• PROBLEM
When a line in the data below includes "Long", pick it out and copy it.

"""

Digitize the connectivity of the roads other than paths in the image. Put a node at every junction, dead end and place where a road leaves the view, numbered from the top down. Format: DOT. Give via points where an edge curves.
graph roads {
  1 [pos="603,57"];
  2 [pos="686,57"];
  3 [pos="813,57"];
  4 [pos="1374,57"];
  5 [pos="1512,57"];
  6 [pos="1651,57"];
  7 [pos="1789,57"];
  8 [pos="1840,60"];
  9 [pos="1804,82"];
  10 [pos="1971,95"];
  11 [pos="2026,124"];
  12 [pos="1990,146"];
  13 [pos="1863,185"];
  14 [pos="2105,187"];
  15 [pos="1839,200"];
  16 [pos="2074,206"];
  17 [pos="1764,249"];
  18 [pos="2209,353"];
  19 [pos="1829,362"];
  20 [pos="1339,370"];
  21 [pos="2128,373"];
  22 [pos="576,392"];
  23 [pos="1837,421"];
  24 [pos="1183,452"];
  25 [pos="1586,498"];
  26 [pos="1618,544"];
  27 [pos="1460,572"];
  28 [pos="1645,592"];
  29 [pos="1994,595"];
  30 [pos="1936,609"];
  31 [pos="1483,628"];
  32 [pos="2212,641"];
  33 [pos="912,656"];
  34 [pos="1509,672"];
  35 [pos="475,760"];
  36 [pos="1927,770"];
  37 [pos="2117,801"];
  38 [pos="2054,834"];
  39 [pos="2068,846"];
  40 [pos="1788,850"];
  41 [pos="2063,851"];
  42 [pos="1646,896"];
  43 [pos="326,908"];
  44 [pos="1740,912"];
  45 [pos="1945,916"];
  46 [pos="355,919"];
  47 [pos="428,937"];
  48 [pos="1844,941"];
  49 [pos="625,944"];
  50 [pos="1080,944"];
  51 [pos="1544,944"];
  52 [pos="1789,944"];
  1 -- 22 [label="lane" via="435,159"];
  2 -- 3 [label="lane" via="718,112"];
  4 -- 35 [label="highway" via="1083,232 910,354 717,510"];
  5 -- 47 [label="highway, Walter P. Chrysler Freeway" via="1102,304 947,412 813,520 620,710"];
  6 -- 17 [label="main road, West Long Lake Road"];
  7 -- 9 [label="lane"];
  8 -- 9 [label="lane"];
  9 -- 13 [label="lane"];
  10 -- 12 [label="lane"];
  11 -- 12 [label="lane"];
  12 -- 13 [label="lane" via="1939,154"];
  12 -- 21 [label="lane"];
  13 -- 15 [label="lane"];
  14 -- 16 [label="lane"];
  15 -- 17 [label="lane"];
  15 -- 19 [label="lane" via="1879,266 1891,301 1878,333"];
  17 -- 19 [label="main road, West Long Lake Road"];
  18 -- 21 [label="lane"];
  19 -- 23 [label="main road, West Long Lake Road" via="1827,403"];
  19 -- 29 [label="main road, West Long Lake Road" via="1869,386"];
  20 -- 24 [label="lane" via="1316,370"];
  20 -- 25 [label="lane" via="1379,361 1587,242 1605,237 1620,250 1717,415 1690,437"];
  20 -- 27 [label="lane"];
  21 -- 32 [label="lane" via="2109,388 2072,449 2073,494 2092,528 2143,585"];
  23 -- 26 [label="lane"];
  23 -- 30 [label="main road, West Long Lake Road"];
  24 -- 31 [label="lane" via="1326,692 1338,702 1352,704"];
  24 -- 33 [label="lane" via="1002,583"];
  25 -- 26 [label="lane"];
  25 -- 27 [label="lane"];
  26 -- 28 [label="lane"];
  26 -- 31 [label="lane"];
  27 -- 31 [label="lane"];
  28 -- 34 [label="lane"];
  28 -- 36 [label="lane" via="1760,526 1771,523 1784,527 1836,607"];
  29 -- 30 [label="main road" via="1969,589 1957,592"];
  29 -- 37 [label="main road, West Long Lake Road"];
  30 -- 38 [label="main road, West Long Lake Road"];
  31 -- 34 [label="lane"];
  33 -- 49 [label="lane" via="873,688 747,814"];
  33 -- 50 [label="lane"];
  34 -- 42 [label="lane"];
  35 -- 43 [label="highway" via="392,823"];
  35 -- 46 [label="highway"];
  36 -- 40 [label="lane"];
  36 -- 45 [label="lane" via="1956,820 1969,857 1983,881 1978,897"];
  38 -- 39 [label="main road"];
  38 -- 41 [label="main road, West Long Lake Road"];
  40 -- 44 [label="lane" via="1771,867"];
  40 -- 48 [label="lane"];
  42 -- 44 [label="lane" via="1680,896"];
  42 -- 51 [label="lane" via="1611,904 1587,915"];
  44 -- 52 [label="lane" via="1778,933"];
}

"""

• FINAL ANSWER
  6 -- 17 [label="main road, West Long Lake Road"];
  17 -- 19 [label="main road, West Long Lake Road"];
  19 -- 23 [label="main road, West Long Lake Road" via="1827,403"];
  19 -- 29 [label="main road, West Long Lake Road" via="1869,386"];
  23 -- 30 [label="main road, West Long Lake Road"];
  29 -- 37 [label="main road, West Long Lake Road"];
  30 -- 38 [label="main road, West Long Lake Road"];
  38 -- 41 [label="main road, West Long Lake Road"];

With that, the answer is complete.